*** SUPPLIED RECORDS ***

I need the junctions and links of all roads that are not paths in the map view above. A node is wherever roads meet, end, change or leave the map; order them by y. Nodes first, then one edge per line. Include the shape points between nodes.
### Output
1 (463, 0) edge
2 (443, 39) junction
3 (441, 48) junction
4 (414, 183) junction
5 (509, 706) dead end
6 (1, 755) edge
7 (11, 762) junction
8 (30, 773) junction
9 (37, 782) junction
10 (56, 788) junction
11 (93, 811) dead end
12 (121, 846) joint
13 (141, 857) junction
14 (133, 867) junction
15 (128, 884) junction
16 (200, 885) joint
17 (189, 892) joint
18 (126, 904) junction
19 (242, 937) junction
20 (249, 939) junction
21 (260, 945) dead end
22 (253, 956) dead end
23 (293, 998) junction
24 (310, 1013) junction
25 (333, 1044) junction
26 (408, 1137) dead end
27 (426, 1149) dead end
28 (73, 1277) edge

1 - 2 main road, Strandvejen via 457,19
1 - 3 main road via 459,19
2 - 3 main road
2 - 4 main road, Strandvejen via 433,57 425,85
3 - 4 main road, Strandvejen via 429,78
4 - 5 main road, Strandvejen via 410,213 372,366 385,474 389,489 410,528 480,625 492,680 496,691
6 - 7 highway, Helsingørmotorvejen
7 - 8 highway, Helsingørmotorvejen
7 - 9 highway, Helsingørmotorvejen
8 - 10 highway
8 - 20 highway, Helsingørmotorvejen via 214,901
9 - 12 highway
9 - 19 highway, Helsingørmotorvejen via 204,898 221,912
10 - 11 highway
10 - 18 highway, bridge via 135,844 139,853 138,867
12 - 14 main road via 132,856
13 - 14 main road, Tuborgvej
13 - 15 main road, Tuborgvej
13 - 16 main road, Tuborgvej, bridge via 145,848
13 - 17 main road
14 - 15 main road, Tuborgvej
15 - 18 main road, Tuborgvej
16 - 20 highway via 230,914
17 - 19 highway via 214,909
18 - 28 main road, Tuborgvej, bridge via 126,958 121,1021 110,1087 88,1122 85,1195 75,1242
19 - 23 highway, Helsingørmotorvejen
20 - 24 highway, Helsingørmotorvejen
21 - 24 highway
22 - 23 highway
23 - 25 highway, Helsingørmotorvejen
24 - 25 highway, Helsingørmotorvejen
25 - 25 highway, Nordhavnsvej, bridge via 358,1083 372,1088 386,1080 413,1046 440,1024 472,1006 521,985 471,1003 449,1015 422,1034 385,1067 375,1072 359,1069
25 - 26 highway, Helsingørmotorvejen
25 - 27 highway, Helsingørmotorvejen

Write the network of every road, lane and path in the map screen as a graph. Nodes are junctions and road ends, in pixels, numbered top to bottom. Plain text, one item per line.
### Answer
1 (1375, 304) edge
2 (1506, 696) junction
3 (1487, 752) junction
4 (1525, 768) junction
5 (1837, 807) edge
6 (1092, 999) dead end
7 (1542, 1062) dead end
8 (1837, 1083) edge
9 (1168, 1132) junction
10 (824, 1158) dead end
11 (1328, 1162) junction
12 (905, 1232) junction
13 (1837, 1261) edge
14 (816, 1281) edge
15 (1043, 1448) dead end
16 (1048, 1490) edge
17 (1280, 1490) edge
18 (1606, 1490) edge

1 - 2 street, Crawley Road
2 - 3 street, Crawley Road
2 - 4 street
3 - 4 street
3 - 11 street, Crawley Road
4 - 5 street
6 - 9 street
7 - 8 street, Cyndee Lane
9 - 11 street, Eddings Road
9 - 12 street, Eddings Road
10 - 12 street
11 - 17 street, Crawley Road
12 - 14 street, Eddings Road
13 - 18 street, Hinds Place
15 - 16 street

***

> **WHAT TO DO**
Restate all of the material above exactly as written.

> **OUTPUT OF THE TASK**
I need the junctions and links of all roads that are not paths in the map view above. A node is wherever roads meet, end, change or leave the map; order them by y. Nodes first, then one edge per line. Include the shape points between nodes.
### Output
1 (463, 0) edge
2 (443, 39) junction
3 (441, 48) junction
4 (414, 183) junction
5 (509, 706) dead end
6 (1, 755) edge
7 (11, 762) junction
8 (30, 773) junction
9 (37, 782) junction
10 (56, 788) junction
11 (93, 811) dead end
12 (121, 846) joint
13 (141, 857) junction
14 (133, 867) junction
15 (128, 884) junction
16 (200, 885) joint
17 (189, 892) joint
18 (126, 904) junction
19 (242, 937) junction
20 (249, 939) junction
21 (260, 945) dead end
22 (253, 956) dead end
23 (293, 998) junction
24 (310, 1013) junction
25 (333, 1044) junction
26 (408, 1137) dead end
27 (426, 1149) dead end
28 (73, 1277) edge

1 - 2 main road, Strandvejen via 457,19
1 - 3 main road via 459,19
2 - 3 main road
2 - 4 main road, Strandvejen via 433,57 425,85
3 - 4 main road, Strandvejen via 429,78
4 - 5 main road, Strandvejen via 410,213 372,366 385,474 389,489 410,528 480,625 492,680 496,691
6 - 7 highway, Helsingørmotorvejen
7 - 8 highway, Helsingørmotorvejen
7 - 9 highway, Helsingørmotorvejen
8 - 10 highway
8 - 20 highway, Helsingørmotorvejen via 214,901
9 - 12 highway
9 - 19 highway, Helsingørmotorvejen via 204,898 221,912
10 - 11 highway
10 - 18 highway, bridge via 135,844 139,853 138,867
12 - 14 main road via 132,856
13 - 14 main road, Tuborgvej
13 - 15 main road, Tuborgvej
13 - 16 main road, Tuborgvej, bridge via 145,848
13 - 17 main road
14 - 15 main road, Tuborgvej
15 - 18 main road, Tuborgvej
16 - 20 highway via 230,914
17 - 19 highway via 214,909
18 - 28 main road, Tuborgvej, bridge via 126,958 121,1021 110,1087 88,1122 85,1195 75,1242
19 - 23 highway, Helsingørmotorvejen
20 - 24 highway, Helsingørmotorvejen
21 - 24 highway
22 - 23 highway
23 - 25 highway, Helsingørmotorvejen
24 - 25 highway, Helsingørmotorvejen
25 - 25 highway, Nordhavnsvej, bridge via 358,1083 372,1088 386,1080 413,1046 440,1024 472,1006 521,985 471,1003 449,1015 422,1034 385,1067 375,1072 359,1069
25 - 26 highway, Helsingørmotorvejen
25 - 27 highway, Helsingørmotorvejen

Write the network of every road, lane and path in the map screen as a graph. Nodes are junctions and road ends, in pixels, numbered top to bottom. Plain text, one item per line.
### Answer
1 (1375, 304) edge
2 (1506, 696) junction
3 (1487, 752) junction
4 (1525, 768) junction
5 (1837, 807) edge
6 (1092, 999) dead end
7 (1542, 1062) dead end
8 (1837, 1083) edge
9 (1168, 1132) junction
10 (824, 1158) dead end
11 (1328, 1162) junction
12 (905, 1232) junction
13 (1837, 1261) edge
14 (816, 1281) edge
15 (1043, 1448) dead end
16 (1048, 1490) edge
17 (1280, 1490) edge
18 (1606, 1490) edge

1 - 2 street, Crawley Road
2 - 3 street, Crawley Road
2 - 4 street
3 - 4 street
3 - 11 street, Crawley Road
4 - 5 street
6 - 9 street
7 - 8 street, Cyndee Lane
9 - 11 street, Eddings Road
9 - 12 street, Eddings Road
10 - 12 street
11 - 17 street, Crawley Road
12 - 14 street, Eddings Road
13 - 18 street, Hinds Place
15 - 16 street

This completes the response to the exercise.